ACTIVITY
Each line of the entries below that holds "CHEVARROWEG" is needed, copied in full.

TASK MATERIAL
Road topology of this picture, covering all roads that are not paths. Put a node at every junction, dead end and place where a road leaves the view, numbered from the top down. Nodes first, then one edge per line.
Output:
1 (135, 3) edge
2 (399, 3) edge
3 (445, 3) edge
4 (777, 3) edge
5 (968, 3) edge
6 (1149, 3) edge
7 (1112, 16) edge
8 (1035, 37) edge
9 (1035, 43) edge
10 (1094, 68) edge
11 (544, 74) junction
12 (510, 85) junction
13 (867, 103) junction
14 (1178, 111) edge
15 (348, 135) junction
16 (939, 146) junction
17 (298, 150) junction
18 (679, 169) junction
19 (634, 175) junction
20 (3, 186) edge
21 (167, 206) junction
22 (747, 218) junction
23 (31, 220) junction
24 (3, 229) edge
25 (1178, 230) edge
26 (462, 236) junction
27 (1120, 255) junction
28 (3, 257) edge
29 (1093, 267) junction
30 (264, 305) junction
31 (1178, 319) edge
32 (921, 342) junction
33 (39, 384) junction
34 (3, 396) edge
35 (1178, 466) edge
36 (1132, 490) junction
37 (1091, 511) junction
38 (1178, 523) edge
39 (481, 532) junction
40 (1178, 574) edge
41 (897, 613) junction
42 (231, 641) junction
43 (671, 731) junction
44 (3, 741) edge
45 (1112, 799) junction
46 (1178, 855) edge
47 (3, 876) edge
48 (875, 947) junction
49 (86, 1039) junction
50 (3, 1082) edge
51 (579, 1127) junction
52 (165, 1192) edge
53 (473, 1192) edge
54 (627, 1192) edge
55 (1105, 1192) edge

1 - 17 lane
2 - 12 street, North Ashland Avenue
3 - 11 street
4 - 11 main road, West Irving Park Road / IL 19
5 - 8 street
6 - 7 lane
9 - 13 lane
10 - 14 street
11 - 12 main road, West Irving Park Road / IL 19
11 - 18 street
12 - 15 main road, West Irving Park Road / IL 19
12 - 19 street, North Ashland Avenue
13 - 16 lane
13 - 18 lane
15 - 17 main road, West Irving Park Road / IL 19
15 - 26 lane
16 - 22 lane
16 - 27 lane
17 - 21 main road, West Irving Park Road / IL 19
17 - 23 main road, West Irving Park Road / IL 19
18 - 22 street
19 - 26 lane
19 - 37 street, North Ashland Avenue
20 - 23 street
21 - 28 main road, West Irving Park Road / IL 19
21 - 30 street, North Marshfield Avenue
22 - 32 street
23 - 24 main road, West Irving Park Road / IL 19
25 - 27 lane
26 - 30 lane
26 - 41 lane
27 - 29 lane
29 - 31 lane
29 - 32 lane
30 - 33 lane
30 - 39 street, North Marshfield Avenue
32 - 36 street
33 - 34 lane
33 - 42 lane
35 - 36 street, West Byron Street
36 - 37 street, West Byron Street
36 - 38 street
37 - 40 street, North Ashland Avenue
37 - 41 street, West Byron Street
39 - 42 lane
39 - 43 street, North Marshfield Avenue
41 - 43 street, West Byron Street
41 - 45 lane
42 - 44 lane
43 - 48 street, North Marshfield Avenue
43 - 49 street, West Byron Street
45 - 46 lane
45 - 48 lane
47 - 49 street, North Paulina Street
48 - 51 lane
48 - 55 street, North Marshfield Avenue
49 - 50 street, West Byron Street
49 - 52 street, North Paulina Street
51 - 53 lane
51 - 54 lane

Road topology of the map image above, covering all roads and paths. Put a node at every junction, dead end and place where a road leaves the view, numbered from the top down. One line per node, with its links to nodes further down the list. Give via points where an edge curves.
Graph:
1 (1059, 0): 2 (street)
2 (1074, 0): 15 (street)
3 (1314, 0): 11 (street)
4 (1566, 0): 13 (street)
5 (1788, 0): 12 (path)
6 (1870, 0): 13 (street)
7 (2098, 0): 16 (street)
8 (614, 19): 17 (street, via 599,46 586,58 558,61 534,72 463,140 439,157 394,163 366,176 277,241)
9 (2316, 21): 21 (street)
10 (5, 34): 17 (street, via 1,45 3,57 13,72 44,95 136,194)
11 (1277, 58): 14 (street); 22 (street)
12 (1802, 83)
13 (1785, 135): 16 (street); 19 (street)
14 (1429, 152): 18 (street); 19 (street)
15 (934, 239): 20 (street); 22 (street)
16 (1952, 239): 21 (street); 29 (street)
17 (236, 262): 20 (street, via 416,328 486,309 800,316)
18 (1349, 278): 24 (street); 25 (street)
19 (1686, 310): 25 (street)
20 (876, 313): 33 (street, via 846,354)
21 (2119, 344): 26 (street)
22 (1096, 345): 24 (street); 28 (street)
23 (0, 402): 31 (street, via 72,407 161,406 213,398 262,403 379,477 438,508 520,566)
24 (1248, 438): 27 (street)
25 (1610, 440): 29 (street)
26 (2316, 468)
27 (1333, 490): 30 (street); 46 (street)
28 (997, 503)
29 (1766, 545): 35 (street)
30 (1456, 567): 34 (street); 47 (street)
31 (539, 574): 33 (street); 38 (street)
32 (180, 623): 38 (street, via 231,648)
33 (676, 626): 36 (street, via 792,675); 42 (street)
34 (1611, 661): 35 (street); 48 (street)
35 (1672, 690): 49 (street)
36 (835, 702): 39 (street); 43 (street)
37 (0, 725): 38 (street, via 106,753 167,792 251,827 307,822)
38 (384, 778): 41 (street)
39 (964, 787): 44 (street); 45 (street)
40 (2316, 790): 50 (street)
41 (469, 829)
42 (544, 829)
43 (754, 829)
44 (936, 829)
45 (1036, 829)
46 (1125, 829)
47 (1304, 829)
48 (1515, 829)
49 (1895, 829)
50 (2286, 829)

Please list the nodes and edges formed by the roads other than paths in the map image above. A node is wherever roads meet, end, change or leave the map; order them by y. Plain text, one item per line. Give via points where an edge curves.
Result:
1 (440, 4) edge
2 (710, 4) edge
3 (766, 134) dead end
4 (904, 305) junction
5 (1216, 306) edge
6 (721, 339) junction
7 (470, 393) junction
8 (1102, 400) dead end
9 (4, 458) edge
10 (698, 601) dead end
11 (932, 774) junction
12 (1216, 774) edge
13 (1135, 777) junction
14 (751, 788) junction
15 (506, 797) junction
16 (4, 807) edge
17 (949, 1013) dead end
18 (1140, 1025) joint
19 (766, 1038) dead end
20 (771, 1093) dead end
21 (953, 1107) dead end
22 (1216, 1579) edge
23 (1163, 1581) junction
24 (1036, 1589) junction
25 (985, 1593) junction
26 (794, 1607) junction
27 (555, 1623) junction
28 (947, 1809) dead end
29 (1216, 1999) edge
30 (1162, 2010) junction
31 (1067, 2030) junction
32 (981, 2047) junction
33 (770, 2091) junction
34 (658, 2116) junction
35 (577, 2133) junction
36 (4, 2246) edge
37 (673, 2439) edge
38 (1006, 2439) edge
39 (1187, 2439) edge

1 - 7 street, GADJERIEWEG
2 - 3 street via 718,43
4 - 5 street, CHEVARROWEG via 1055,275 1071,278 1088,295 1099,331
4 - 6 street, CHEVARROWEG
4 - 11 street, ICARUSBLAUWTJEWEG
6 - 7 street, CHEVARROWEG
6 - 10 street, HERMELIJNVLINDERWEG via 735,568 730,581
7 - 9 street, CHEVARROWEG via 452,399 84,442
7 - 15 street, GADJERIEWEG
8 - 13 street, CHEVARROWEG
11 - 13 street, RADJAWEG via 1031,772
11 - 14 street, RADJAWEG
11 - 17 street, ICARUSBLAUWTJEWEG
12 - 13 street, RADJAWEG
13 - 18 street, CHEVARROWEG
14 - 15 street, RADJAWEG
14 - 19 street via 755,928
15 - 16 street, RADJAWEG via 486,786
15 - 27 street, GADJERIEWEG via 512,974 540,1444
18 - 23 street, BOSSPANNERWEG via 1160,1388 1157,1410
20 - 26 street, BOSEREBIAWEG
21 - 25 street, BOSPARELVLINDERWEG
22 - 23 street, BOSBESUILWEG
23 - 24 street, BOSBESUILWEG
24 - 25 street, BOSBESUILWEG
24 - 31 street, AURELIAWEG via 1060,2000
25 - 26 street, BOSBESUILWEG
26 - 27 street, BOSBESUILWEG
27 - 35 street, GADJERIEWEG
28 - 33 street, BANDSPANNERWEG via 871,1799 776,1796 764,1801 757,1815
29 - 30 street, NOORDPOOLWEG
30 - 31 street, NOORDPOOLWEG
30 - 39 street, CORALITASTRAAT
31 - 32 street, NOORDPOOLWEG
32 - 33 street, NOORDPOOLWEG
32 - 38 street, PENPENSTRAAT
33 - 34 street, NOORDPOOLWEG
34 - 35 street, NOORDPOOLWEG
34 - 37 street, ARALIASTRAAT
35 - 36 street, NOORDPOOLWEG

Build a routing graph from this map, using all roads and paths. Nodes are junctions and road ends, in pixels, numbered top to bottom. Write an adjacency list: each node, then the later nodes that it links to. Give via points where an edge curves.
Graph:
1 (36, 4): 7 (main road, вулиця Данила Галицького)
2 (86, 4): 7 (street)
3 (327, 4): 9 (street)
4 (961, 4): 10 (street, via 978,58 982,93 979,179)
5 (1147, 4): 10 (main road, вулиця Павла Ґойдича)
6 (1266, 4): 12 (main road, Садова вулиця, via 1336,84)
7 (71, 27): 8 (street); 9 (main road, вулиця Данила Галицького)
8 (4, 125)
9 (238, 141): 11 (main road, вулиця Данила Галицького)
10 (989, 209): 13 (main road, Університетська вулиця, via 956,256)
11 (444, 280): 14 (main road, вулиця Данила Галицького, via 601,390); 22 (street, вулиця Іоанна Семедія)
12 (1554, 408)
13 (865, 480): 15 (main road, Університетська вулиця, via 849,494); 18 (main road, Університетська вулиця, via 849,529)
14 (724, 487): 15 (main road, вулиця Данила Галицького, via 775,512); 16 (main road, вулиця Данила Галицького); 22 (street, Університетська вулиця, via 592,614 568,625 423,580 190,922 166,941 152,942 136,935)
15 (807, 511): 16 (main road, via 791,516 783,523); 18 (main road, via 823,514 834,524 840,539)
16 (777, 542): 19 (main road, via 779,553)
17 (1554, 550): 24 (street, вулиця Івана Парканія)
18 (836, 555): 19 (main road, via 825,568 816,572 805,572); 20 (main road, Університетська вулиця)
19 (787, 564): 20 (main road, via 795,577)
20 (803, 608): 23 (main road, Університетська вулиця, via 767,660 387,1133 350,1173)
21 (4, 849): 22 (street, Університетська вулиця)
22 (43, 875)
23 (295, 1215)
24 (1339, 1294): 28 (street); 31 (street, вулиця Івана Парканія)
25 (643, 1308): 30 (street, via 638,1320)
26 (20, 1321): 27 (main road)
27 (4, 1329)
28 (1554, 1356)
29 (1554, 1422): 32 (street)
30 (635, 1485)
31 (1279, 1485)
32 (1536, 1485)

YOUR SOLUTION
4 - 5 street, CHEVARROWEG via 1055,275 1071,278 1088,295 1099,331
4 - 6 street, CHEVARROWEG
6 - 7 street, CHEVARROWEG
7 - 9 street, CHEVARROWEG via 452,399 84,442
8 - 13 street, CHEVARROWEG
13 - 18 street, CHEVARROWEG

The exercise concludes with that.